Rick got a call from a former co-worker. She said one of her new co-workers had seen him in Victoria’s Secret with a little boy. The woman was mortified. As if my husband, who, by the way, is somewhat recognizable in the community, is some pedophile. By taking him into a popular lingerie store would taint him. (Never mind that a former and now re-elected councilman in my town once tried to get VS to take those naughty panties out of its display windows!) Truth be told, Truman wants every Christmas, for whatever reason, to buy me fuzzy, furry pajamas and Rick always takes him through VS. I always end up with sweat/PJs outfits with PINK on the leg or bum. Love them. I don’t see how my son wading through VS is an issue.
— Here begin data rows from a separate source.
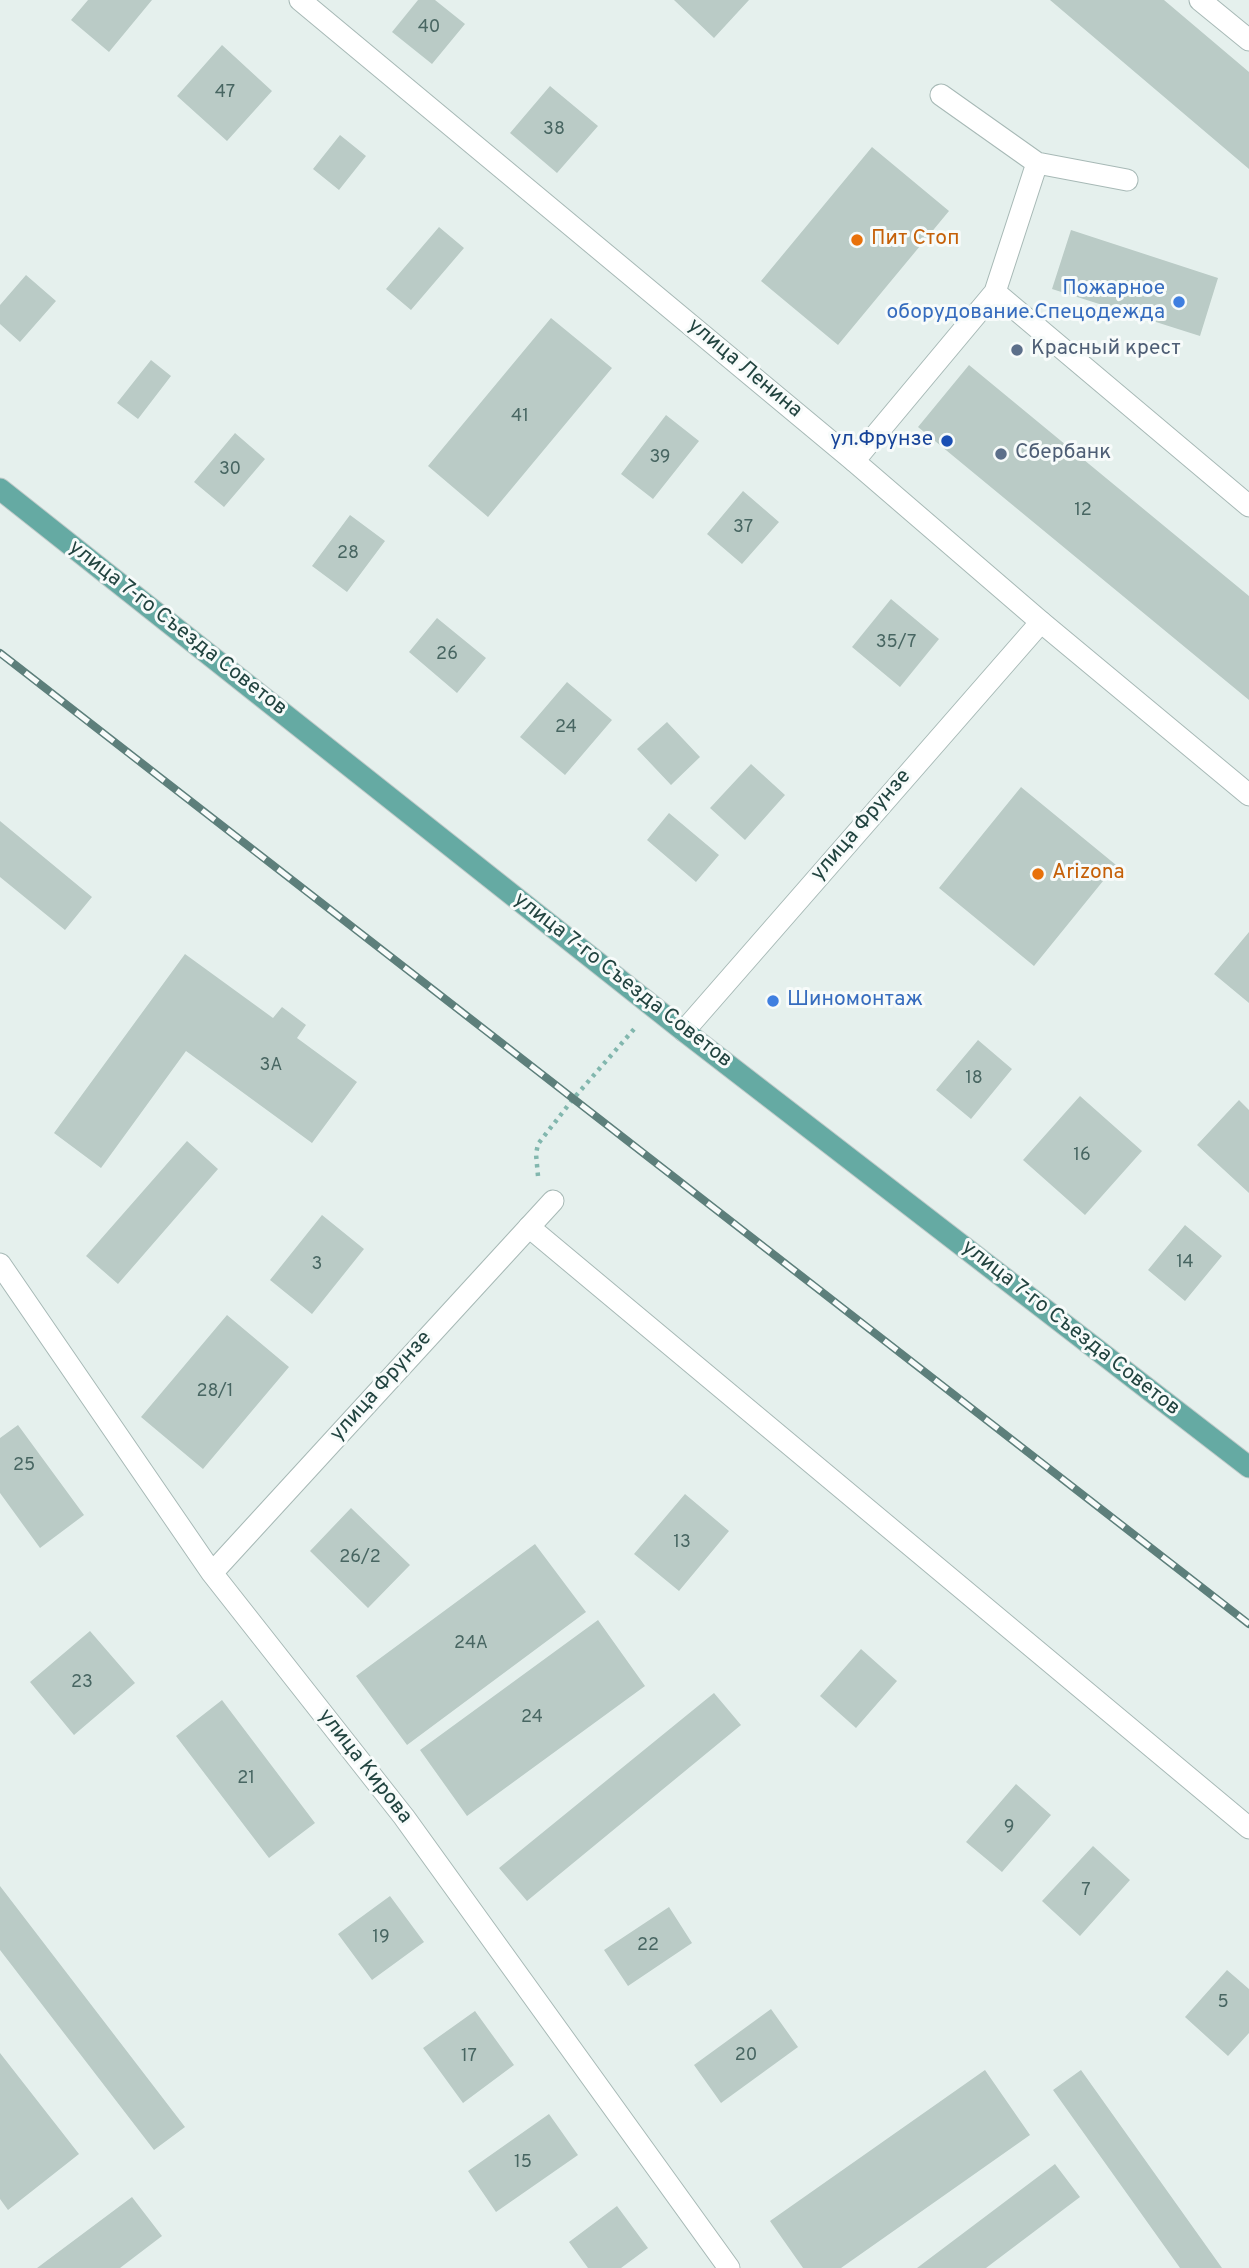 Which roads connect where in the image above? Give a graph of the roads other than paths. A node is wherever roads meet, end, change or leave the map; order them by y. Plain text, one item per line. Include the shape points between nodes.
1 (1200, 0) edge
2 (306, 2) edge
3 (1249, 40) edge
4 (942, 95) dead end
5 (1037, 163) junction
6 (1127, 180) dead end
7 (995, 292) junction
8 (854, 461) junction
9 (0, 489) edge
10 (1249, 506) edge
11 (1041, 622) junction
12 (1249, 795) edge
13 (684, 1031) junction
14 (553, 1200) road end
15 (529, 1227) junction
16 (0, 1264) edge
17 (1249, 1467) edge
18 (212, 1573) junction
19 (1249, 1828) edge
20 (729, 2268) edge

1 - 3 street
2 - 8 street, улица Ленина
4 - 5 street
5 - 6 street
5 - 7 street
7 - 8 street
7 - 10 street
8 - 11 street, улица Ленина
9 - 13 main road, улица 7-го Съезда Советов
11 - 12 street, улица Ленина
11 - 13 street, улица Фрунзе
13 - 17 main road, улица 7-го Съезда Советов
14 - 15 street, улица Фрунзе
15 - 18 street, улица Фрунзе
15 - 19 street
16 - 18 street, улица Кирова
18 - 20 street, улица Кирова via 404,1817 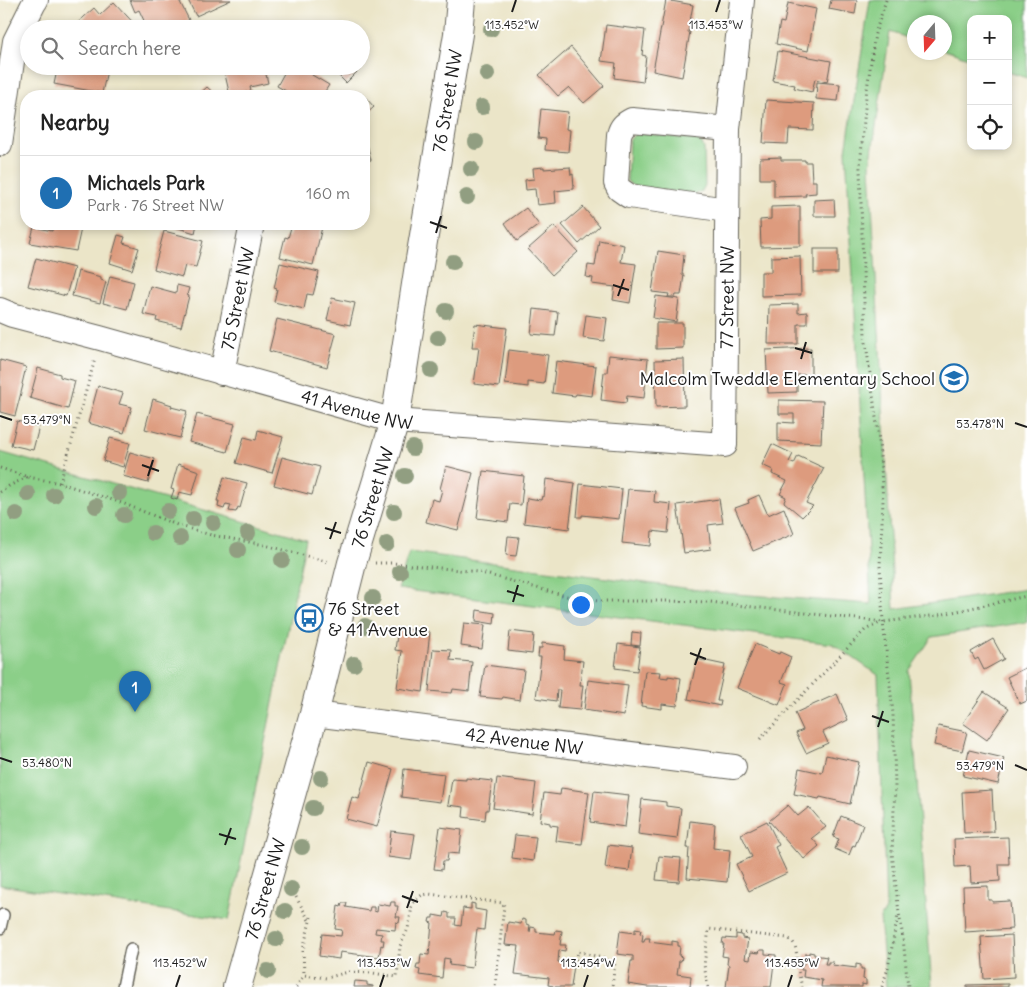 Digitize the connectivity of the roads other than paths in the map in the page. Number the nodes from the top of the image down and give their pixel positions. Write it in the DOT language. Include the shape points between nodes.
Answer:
graph roads {
  1 [pos="36,0"];
  2 [pos="461,0"];
  3 [pos="742,0"];
  4 [pos="26,20"];
  5 [pos="20,31"];
  6 [pos="728,129"];
  7 [pos="0,144"];
  8 [pos="727,210"];
  9 [pos="251,230"];
  10 [pos="0,310"];
  11 [pos="222,373"];
  12 [pos="395,421"];
  13 [pos="725,445"];
  14 [pos="314,714"];
  15 [pos="734,767"];
  16 [pos="3,914"];
  17 [pos="0,928"];
  18 [pos="131,949"];
  19 [pos="123,987"];
  20 [pos="237,987"];
  1 -- 4 [label="street"];
  2 -- 12 [label="street, 76 Street NW"];
  3 -- 6 [label="street, 77 Street NW"];
  5 -- 7 [label="street" via="15,41"];
  6 -- 8 [label="street, 77 Street NW"];
  6 -- 8 [label="street" via="632,120 621,128 619,135 616,183 629,196"];
  8 -- 13 [label="street, 77 Street NW"];
  9 -- 11 [label="street, 75 Street NW"];
  10 -- 11 [label="street, 41 Avenue NW"];
  11 -- 12 [label="street, 41 Avenue NW"];
  12 -- 13 [label="street, 41 Avenue NW"];
  12 -- 14 [label="street, 76 Street NW" via="352,563"];
  14 -- 15 [label="street, 42 Avenue NW"];
  14 -- 20 [label="street, 76 Street NW"];
  16 -- 17 [label="lane"];
  18 -- 19 [label="lane"];
} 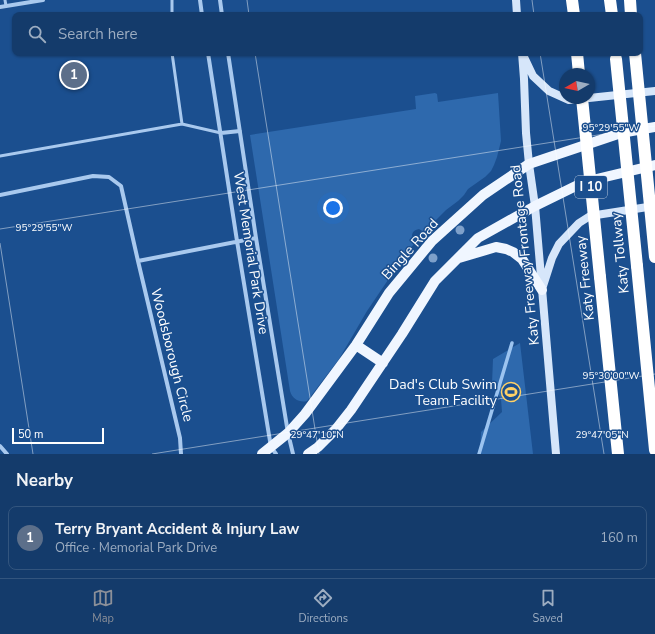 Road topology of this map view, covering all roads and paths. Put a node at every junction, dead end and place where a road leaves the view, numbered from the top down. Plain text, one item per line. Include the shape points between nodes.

Rick asked if I had a problem with it. If it was a bad thing to do with a 6-year-old. He said they stayed in the PJ area and at one point Truman trotted off to another table where he leaned over the rainbow of thongs and pulled the blue ones – because blue is his favorite color – and yelped loudly through the intimate apparel store, “Daddy! Let’s get this for Mommy! This is so awesome!” He had a blue thong stretched out across two thumbs and was eyeing them with incredible wonder, and my husband, that recognizable figure I mentioned earlier, demanded he drop the thongs and march right back to the PJs. No amount of “but Daddy”’s swayed my husband, and ultimately they moved on. Or I think they did. There is a rather large box under the tree from Truman and I suspect my husband is smart enough not to gift a pair of panties to me from our darling son. Only time will tell.

So he is wondering if it was so bad for a 40-something man to take his 6-year-old son into VS for a shopping trip for Mommy. I say no. What say you?